Contributors

  • ELLIOT ACKERMAN is a writer and former Marine and the author most recently, with Admiral James Stavridis, of 2034, A Novel of the Next World War.
  • DURS GRÜNBEIN is a German poet and essayist. His most recent book of poems is Porcelain: Poem on the Downfall of My City. This essay was translated by Karen Leeder.
  • THOMAS CHATTERTON WILLIAMS is the author most recently of Self Portrait in Black and White: Unlearning Race.
  • ANITA SHAPIRA is an Israeli historian. She is the author, among other books, of Ben Gurion: Father of Modern Israel and Israel: A History.
  • ADAM ZAGAJEWSKI, who died in Krakow in April 2021, was a Polish poet and essayist. His most recent book of poetry in English is Asymmetry. The poems in this issue were translated by Clare Cavanagh.

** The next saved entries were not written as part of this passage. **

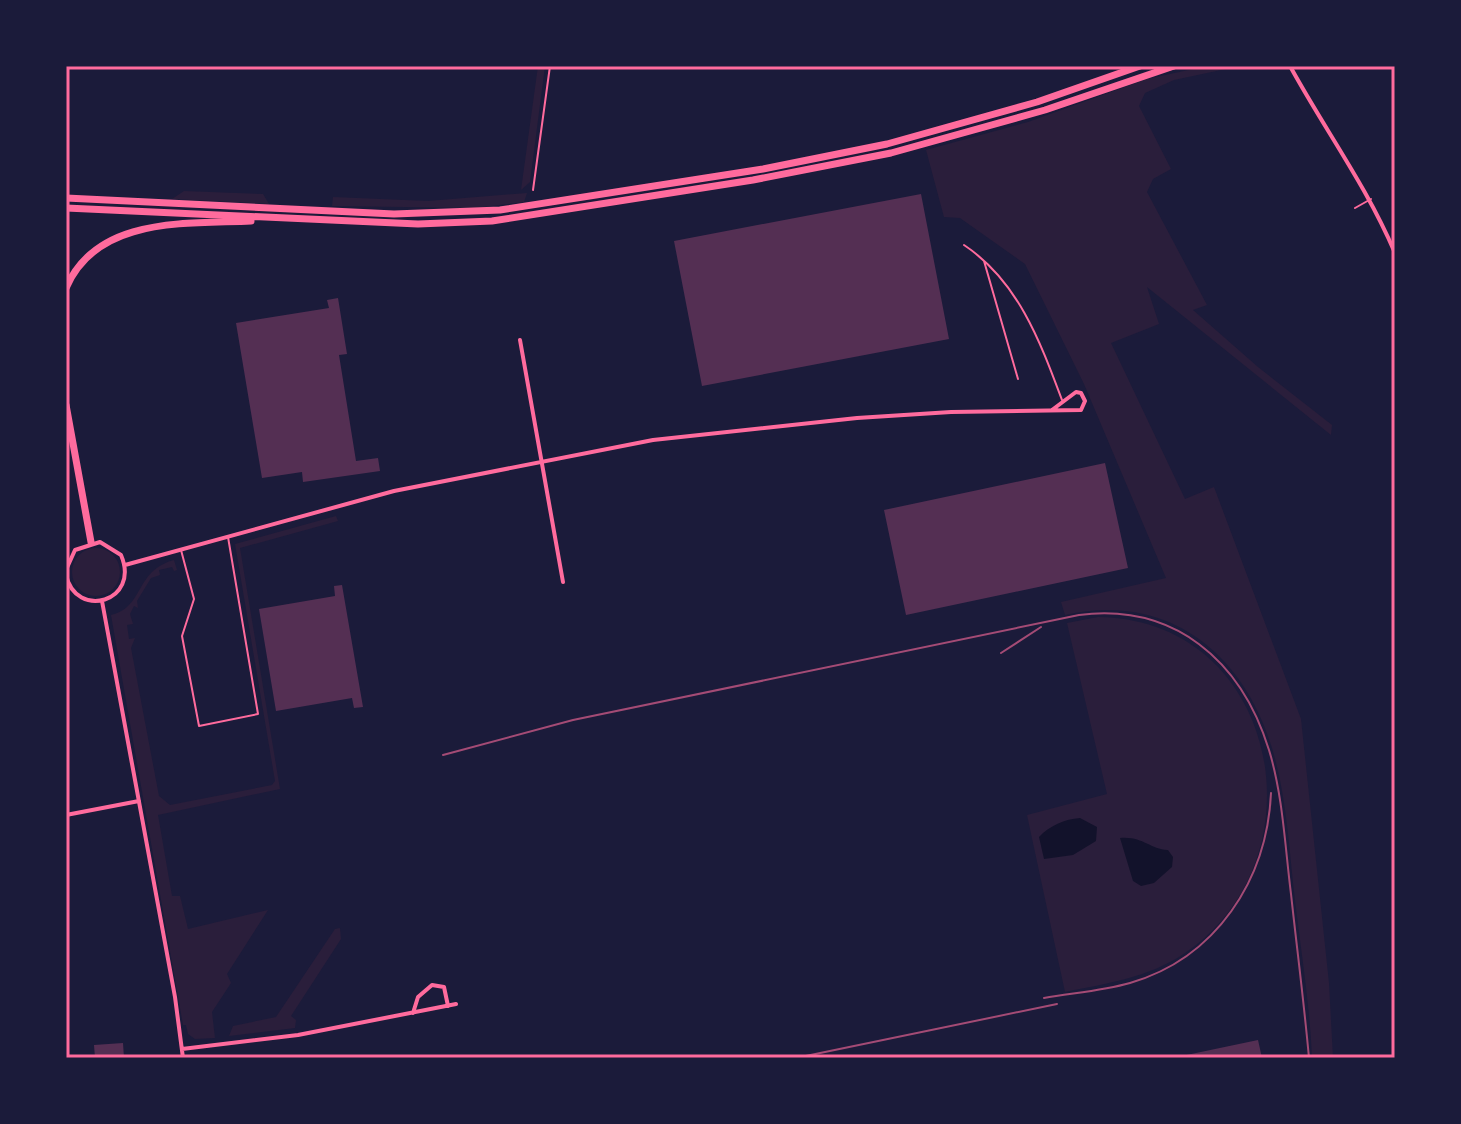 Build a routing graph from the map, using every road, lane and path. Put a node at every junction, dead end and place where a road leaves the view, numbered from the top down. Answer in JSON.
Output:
{"nodes":[{"id":1,"x":550,"y":66,"type":"edge"},
{"id":2,"x":1174,"y":66,"type":"edge"},
{"id":3,"x":1290,"y":66,"type":"edge"},
{"id":4,"x":1139,"y":67,"type":"edge"},
{"id":5,"x":533,"y":190,"type":"dead end"},
{"id":6,"x":66,"y":198,"type":"edge"},
{"id":7,"x":1371,"y":199,"type":"junction"},
{"id":8,"x":66,"y":208,"type":"edge"},
{"id":9,"x":1355,"y":208,"type":"dead end"},
{"id":10,"x":293,"y":219,"type":"junction"},
{"id":11,"x":964,"y":245,"type":"dead end"},
{"id":12,"x":1395,"y":253,"type":"edge"},
{"id":13,"x":983,"y":259,"type":"junction"},
{"id":14,"x":1395,"y":276,"type":"edge"},
{"id":15,"x":1395,"y":285,"type":"edge"},
{"id":16,"x":66,"y":288,"type":"edge"},
{"id":17,"x":520,"y":340,"type":"dead end"},
{"id":18,"x":1018,"y":379,"type":"dead end"},
{"id":19,"x":1062,"y":401,"type":"junction"},
{"id":20,"x":66,"y":405,"type":"edge"},
{"id":21,"x":1052,"y":410,"type":"junction"},
{"id":22,"x":542,"y":460,"type":"junction"},
{"id":23,"x":228,"y":536,"type":"junction"},
{"id":24,"x":91,"y":542,"type":"junction"},
{"id":25,"x":181,"y":548,"type":"junction"},
{"id":26,"x":125,"y":565,"type":"junction"},
{"id":27,"x":66,"y":572,"type":"edge"},
{"id":28,"x":563,"y":582,"type":"dead end"},
{"id":29,"x":67,"y":583,"type":"edge"},
{"id":30,"x":102,"y":601,"type":"junction"},
{"id":31,"x":139,"y":801,"type":"junction"},
{"id":32,"x":66,"y":815,"type":"edge"},
{"id":33,"x":456,"y":1004,"type":"dead end"},
{"id":34,"x":448,"y":1006,"type":"junction"},
{"id":35,"x":413,"y":1013,"type":"junction"},
{"id":36,"x":182,"y":1049,"type":"junction"},
{"id":37,"x":183,"y":1058,"type":"edge"}],
"edges":[{"from":1,"to":5,"type":"path"},
{"from":2,"to":10,"type":"highway"},
{"from":3,"to":7,"type":"street"},
{"from":4,"to":6,"type":"highway"},
{"from":7,"to":9,"type":"lane"},
{"from":7,"to":12,"type":"street"},
{"from":8,"to":10,"type":"highway"},
{"from":10,"to":16,"type":"highway"},
{"from":11,"to":13,"type":"lane"},
{"from":13,"to":18,"type":"lane"},
{"from":13,"to":19,"type":"lane"},
{"from":14,"to":15,"type":"street"},
{"from":17,"to":22,"type":"street"},
{"from":19,"to":21,"type":"street"},
{"from":19,"to":21,"type":"street"},
{"from":20,"to":24,"type":"highway"},
{"from":21,"to":22,"type":"street"},
{"from":22,"to":23,"type":"street"},
{"from":22,"to":28,"type":"street"},
{"from":23,"to":25,"type":"street"},
{"from":23,"to":25,"type":"lane"},
{"from":24,"to":26,"type":"street"},
{"from":24,"to":27,"type":"street"},
{"from":25,"to":26,"type":"street"},
{"from":26,"to":30,"type":"street"},
{"from":27,"to":29,"type":"street"},
{"from":29,"to":30,"type":"street"},
{"from":30,"to":31,"type":"street"},
{"from":31,"to":32,"type":"street"},
{"from":31,"to":36,"type":"street"},
{"from":33,"to":34,"type":"street"},
{"from":34,"to":35,"type":"street"},
{"from":34,"to":35,"type":"street"},
{"from":35,"to":36,"type":"street"},
{"from":36,"to":37,"type":"street"}]}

  • SALLY SATEL is a visiting professor of psychiatry at Columbia University’s Irving Medical Center.
  • R.B. KITAJ, the American painter, died in 2007. His autobiography, Confessions of an Old Jewish Painter, was posthumously published in 2017.
  • MATTHEW STEPHENSON is the Eli Goldston Professor of Law at Harvard Law School.
  • HELEN VENDLER is the author, among many other books, of Wallace Stevens: Words Chosen Out of Desire.
  • DAVID HAZIZA is a French writer and the author of a translation and commentary on the Song of Songs.
  • A.E. STALLINGS is an American poet and translator living in Athens.
  • PAUL BERMAN is the author of numerous books, including The Flight of the Intellectuals.
  • CLARA COLLIER is a writer based in California.
  • MICHAEL KIMMAGE is a professor of history at the Catholic University of America and the author most recently of The Abandonment of the West: The History of an Idea in American Foreign Policy.
  • PEG BOYERS is a poet and the executive editor of Salmagundi.
  • CELESTE MARCUS is the managing editor of Liberties.
  • LEON WIESELTIER is the editor of Liberties.